TO: Jimmy Buffett
FROM: Don Skwatzenschitz
RE: Career advice
Jim, babe, hope your winter is going well, and that you’re staying out of the cold and getting plenty of light, even on these overcast days. We’ve had a bunch of them lately. Mitzi gets that seasonal affective disorder, goes all lethargic and depressed on me. She has a special lamp she sits in front of for a couple hours every day, and we have to keep the house temps at 78 degrees, or she won’t get out of bed. Hope you’re dealing with winter a little better than Mitzi.
Anyway, Jim, the music business sucks. I don’t need to tell you that. Downloading rules, but it simultaneously sucks, because the artists can’t make any money off it. Not that they made any money off their records anyway, but you get the point. It all sucks.
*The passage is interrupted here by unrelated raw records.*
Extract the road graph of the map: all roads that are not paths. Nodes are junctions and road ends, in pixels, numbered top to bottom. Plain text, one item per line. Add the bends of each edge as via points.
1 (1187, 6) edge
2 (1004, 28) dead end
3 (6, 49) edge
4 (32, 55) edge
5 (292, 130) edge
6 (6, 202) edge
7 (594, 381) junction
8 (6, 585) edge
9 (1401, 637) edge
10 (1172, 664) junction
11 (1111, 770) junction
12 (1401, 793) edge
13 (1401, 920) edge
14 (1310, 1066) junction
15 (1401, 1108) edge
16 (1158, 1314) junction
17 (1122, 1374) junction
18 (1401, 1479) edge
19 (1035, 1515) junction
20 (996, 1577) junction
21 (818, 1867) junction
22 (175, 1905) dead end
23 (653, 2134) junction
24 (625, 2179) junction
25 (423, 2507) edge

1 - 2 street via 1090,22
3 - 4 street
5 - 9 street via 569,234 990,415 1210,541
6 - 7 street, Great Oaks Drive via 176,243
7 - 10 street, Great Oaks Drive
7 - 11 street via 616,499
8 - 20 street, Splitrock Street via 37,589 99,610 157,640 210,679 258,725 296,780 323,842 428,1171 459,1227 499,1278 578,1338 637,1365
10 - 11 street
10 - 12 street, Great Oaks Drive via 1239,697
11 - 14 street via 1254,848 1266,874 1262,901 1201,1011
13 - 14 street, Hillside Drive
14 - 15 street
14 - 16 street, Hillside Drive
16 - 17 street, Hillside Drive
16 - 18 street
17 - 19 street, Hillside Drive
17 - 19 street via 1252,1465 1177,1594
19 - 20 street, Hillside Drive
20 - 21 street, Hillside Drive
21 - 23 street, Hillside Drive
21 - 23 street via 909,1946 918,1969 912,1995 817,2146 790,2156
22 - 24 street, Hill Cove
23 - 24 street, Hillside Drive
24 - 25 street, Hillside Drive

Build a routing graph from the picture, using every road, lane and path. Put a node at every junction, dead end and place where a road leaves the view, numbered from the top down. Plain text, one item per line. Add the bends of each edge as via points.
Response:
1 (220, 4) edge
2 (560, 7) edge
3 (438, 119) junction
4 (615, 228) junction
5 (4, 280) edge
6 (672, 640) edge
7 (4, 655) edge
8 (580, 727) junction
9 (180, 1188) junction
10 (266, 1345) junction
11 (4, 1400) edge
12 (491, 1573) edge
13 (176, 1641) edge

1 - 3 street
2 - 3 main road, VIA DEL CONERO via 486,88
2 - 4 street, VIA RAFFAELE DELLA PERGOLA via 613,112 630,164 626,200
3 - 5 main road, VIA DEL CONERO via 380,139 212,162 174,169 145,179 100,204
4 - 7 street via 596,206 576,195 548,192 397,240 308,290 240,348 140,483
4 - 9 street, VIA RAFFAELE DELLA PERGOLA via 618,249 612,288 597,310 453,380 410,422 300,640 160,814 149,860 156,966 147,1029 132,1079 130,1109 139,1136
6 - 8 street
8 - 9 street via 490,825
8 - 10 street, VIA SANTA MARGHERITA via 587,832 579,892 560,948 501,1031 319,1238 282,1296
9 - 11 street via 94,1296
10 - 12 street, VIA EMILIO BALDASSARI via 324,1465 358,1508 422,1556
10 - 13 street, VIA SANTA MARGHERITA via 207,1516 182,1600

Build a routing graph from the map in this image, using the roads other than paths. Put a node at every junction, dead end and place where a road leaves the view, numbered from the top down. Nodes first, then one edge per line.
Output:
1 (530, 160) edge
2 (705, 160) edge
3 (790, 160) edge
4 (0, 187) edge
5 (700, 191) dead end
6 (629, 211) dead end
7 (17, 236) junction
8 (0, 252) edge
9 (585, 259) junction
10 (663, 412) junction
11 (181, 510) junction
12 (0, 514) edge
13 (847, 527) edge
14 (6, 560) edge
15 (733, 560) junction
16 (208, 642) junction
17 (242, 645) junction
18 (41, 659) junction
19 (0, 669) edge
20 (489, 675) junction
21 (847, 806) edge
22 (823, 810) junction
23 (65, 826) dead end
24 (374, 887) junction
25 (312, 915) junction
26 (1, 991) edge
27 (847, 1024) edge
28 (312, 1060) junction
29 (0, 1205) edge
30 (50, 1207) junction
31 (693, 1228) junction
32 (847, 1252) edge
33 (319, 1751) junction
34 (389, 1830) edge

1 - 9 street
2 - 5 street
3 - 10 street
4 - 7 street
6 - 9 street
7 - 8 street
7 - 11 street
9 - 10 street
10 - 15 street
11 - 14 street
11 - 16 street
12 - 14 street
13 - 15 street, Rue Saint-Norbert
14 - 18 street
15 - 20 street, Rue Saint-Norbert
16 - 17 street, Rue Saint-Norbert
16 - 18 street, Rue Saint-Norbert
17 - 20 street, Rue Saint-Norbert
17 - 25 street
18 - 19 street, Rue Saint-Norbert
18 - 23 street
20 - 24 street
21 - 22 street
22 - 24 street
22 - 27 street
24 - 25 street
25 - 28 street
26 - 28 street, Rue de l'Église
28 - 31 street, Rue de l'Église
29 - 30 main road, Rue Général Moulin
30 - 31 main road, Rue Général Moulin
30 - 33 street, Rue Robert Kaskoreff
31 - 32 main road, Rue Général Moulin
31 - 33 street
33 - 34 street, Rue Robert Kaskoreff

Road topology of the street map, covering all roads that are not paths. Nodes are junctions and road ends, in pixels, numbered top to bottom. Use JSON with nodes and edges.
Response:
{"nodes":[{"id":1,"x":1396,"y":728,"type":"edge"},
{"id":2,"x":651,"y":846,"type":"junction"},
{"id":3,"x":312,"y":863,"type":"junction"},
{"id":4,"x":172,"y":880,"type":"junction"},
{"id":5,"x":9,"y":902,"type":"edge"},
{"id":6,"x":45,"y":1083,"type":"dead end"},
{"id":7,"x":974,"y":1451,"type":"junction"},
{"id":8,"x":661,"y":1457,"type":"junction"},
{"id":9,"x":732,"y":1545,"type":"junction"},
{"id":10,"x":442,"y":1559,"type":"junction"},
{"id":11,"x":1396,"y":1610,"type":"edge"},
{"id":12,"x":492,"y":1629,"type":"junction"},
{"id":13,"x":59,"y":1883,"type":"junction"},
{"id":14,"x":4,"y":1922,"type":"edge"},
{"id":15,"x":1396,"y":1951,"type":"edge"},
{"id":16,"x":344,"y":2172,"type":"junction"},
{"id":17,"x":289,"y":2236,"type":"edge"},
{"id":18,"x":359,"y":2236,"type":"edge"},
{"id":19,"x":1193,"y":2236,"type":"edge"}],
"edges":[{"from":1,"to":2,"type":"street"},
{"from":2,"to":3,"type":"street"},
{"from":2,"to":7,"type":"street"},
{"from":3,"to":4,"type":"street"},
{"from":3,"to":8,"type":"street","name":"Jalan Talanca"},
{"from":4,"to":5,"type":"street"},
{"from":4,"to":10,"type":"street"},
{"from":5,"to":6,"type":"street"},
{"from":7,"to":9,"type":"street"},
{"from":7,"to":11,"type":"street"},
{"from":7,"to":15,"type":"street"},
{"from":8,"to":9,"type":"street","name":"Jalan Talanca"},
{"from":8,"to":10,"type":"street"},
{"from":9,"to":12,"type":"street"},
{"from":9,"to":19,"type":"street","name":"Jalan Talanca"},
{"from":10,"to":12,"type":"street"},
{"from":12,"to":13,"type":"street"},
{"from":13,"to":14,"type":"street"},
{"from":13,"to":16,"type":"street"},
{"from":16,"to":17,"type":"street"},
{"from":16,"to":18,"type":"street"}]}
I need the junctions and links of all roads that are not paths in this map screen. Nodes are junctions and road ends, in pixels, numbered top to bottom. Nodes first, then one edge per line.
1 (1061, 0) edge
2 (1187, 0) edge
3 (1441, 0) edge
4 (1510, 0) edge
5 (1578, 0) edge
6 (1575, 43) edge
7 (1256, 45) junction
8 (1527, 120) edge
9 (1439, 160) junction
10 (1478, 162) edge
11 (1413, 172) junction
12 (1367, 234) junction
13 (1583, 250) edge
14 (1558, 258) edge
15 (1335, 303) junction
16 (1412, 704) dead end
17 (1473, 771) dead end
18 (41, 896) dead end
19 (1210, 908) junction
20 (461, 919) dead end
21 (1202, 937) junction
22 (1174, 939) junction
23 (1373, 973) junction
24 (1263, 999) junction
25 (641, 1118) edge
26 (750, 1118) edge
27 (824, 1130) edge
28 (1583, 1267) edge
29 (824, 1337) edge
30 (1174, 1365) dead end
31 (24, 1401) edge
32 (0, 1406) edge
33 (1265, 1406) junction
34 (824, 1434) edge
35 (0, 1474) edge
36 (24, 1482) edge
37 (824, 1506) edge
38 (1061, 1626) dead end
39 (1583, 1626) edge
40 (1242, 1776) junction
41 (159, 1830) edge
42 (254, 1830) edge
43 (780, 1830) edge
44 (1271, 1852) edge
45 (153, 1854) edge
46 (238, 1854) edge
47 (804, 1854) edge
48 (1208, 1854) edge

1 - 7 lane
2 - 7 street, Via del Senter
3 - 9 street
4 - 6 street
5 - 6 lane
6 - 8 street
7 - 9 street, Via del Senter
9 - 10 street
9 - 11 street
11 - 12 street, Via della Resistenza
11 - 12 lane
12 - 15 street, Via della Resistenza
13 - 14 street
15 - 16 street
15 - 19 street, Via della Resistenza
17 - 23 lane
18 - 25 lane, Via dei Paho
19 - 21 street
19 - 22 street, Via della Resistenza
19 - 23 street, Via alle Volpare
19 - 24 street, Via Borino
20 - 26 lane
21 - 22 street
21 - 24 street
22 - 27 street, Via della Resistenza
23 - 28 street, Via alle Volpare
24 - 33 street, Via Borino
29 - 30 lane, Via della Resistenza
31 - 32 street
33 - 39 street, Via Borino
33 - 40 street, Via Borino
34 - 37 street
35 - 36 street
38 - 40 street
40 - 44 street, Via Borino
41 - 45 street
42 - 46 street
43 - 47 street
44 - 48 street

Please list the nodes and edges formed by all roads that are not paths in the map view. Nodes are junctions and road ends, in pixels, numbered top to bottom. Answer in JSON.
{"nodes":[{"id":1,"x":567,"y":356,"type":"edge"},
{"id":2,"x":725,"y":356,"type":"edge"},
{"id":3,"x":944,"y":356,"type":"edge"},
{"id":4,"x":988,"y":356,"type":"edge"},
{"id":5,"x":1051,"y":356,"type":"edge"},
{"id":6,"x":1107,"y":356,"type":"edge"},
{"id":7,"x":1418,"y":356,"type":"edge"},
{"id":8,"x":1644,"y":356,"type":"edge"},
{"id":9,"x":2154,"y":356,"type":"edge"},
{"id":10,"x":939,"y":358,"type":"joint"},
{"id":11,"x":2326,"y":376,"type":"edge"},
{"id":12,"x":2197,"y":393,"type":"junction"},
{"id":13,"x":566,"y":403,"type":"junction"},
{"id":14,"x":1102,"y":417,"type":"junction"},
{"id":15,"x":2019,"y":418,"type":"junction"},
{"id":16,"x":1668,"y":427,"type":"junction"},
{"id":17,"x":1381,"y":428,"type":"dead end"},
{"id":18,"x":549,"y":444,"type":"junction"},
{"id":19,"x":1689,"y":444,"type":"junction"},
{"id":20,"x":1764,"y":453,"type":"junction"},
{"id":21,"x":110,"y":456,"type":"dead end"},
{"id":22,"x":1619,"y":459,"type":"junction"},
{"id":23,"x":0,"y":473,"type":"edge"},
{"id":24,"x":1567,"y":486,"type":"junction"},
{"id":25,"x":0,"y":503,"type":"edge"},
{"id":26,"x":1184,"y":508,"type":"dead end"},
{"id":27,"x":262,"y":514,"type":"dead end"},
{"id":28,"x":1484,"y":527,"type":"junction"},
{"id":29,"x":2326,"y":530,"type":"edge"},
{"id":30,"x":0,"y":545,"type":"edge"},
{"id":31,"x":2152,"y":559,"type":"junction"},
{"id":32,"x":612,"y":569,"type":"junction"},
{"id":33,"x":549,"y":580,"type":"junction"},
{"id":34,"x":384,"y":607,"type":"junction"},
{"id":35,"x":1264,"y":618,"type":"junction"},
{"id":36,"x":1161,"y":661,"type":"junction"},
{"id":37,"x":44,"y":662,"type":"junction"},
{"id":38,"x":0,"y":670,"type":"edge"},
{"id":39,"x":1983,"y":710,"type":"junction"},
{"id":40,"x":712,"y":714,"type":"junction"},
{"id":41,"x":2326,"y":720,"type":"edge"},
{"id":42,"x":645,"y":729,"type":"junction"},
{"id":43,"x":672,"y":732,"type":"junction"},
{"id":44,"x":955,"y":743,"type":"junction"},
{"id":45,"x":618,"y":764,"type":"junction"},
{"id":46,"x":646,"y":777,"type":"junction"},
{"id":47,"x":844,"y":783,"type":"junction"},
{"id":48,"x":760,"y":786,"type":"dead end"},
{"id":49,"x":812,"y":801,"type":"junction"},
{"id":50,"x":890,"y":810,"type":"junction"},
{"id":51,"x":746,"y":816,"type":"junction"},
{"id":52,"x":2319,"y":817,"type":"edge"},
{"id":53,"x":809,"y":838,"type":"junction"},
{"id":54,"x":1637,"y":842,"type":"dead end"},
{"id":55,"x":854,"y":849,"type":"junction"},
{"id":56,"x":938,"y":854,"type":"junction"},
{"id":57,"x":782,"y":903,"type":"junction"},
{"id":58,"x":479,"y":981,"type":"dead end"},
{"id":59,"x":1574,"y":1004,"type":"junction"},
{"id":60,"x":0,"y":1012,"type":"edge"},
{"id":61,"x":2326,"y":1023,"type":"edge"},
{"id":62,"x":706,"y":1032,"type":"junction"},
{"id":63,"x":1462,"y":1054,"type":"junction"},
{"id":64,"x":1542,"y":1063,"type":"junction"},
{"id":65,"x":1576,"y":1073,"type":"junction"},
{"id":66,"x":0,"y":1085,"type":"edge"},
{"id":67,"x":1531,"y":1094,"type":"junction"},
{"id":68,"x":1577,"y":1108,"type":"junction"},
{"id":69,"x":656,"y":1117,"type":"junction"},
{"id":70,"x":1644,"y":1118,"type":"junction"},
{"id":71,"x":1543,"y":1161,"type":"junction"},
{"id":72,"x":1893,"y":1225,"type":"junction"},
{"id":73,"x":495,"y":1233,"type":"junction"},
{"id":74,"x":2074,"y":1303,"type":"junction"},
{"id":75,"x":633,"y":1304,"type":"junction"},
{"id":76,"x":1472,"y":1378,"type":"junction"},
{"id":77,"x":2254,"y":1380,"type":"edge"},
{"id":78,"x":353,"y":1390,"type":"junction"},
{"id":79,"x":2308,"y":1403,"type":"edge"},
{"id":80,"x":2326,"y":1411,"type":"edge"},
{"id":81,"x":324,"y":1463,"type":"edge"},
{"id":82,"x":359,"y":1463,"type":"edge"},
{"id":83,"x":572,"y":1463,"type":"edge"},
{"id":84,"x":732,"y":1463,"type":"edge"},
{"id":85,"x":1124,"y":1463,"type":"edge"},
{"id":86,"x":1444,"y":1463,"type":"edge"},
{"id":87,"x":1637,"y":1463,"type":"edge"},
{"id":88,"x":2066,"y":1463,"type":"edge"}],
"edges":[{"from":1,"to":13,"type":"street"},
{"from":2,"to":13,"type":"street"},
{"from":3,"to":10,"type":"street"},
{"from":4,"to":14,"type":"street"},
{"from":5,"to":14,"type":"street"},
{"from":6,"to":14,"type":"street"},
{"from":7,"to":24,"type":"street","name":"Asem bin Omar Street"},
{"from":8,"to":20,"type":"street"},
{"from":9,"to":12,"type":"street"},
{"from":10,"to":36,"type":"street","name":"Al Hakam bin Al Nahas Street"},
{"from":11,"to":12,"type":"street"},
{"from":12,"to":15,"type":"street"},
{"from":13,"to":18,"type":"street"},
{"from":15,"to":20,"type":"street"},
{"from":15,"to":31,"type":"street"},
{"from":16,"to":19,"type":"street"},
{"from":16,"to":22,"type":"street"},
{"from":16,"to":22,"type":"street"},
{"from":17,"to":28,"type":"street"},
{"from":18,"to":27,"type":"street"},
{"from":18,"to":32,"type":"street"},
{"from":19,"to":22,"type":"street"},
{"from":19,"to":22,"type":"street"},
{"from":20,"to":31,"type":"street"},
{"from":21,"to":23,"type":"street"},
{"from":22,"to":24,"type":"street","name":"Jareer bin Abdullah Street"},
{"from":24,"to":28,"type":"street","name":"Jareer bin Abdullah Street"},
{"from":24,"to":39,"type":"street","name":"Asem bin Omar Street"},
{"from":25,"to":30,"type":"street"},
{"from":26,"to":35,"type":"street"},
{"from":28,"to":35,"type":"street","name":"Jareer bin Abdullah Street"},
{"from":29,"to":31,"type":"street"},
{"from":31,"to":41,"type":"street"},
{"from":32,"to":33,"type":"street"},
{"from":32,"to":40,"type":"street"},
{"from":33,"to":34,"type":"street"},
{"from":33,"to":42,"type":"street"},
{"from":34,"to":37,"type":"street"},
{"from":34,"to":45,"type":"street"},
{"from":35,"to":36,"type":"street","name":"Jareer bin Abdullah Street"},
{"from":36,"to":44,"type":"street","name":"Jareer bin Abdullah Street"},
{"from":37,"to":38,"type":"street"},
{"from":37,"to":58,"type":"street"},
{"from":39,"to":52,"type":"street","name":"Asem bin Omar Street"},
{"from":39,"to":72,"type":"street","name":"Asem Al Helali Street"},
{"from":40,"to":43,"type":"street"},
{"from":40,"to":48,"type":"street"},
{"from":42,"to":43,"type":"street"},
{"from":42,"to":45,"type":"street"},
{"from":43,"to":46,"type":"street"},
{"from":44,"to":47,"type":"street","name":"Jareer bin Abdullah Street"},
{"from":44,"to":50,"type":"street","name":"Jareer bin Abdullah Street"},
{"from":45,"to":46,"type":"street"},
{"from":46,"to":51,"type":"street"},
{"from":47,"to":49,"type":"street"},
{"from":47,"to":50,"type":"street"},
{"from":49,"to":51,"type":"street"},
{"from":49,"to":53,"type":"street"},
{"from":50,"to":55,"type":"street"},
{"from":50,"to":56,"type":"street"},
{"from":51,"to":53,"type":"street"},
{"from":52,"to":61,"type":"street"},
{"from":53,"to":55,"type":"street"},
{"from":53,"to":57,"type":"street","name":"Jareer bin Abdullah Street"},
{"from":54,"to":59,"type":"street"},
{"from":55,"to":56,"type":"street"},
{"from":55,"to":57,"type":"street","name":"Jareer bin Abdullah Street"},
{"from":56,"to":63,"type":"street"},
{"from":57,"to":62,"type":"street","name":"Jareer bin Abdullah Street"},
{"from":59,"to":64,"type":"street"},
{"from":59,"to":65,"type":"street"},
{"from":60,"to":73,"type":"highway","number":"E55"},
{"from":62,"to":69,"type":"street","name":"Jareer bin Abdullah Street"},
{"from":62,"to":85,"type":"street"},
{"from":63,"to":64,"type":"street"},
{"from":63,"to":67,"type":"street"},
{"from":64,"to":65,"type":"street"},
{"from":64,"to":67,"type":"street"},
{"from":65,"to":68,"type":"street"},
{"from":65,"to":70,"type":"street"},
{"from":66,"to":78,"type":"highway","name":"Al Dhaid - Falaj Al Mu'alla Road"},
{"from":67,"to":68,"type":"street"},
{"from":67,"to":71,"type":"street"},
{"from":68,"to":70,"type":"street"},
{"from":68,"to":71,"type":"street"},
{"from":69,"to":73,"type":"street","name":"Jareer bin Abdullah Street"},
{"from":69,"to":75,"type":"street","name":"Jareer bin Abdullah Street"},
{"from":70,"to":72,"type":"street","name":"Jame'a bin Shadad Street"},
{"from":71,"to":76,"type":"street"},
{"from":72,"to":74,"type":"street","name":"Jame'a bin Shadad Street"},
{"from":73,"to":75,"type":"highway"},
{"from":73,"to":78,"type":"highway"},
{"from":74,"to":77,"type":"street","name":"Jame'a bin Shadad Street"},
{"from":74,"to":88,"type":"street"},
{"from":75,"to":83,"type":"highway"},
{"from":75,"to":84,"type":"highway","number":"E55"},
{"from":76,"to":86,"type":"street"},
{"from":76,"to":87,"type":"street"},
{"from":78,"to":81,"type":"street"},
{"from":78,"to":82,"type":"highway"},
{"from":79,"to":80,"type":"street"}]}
You, however, have a career as a live performer to fall back on, and that’s great, man. Just great. But you’re blowing it. You’re really blowing it, like the record companies are blowing it. You’ll be out on the street in a year, you’re blowing it so big. I don’t want you to start sucking too, Jimbo, like the whole music industry. So I’m going to give you some advice:
- Lose the whole beach thing. Guys like Kenny Chesney and Sammy Hagar have been doing that whole scene for years, and you look like a follower. You wanna follow Sammy-friggin’-Hagar? (Look at David Lee Roth on that Van Halen tour last year—he followed Hagar, and look where it got him.) The whole “lifestyle” thing is fine, but you should pick a lifestyle that’s more akin to your fans’ real lifestyles. Put on some business casual and sing about the concerns of the corporate cube-dweller. And you already have some songs that cover that ground, don’t you? Well, you can write some. Escapism is for wusses.
- Embrace the duet. While you’re still alive, it’s time to do the duet album thing, cuz you know they’ll fuck your corpse when you die (see Nat King Cole and Sinatra—no, wait; Sinatra was alive when those shitty duet records were made. Never mind). At least this way you’ll get to choose who you sing with. A few suggestions: Clay Aiken, Wing, Puffy Doody, that Josh Groban kid, and—oh, why not?—Sammy Hagar. Just to show you have respect for the trailblazers.
- Make a video of your fans available. When I was at your show in Virginia back in 2001, you performed fine, but the real performance was in the parking lot, for about six hours before the show. Your fans—where’d you get these people? They were drunk; they cooked a lot; they dressed up like parrots. One bunch even set up a ramp and held dildo races, with different colored dildos. There was a wooded area just past the parking lot, and they were going back there to go to the bathroom. Would have been fine, were it not for the fact that most of them did it in a clearing, where everyone could see them. Have you ever heard of a little cottage industry called Girls Gone Wild? We could do something similar with that oddball troop that follows you around.
- Fake your death. I can’t tell you how big you’ll become if people think you’ve died. That box set of yours? It’ll sell two mill. Even your shitty records (Floridays and Riddles in the Sand come to mind) will sell. Maybe get a tribute record together, with some country people singing your tunes. And some rock guys, too—I can hear Sammy Hagar doing “Coast of Marseilles,” can’t you? Think about it. You can retire someplace where the skiing’s good. Oh, my brother-in-law sells real estate in Seattle—he can get you a good deal out there. Think about it, Jimbo.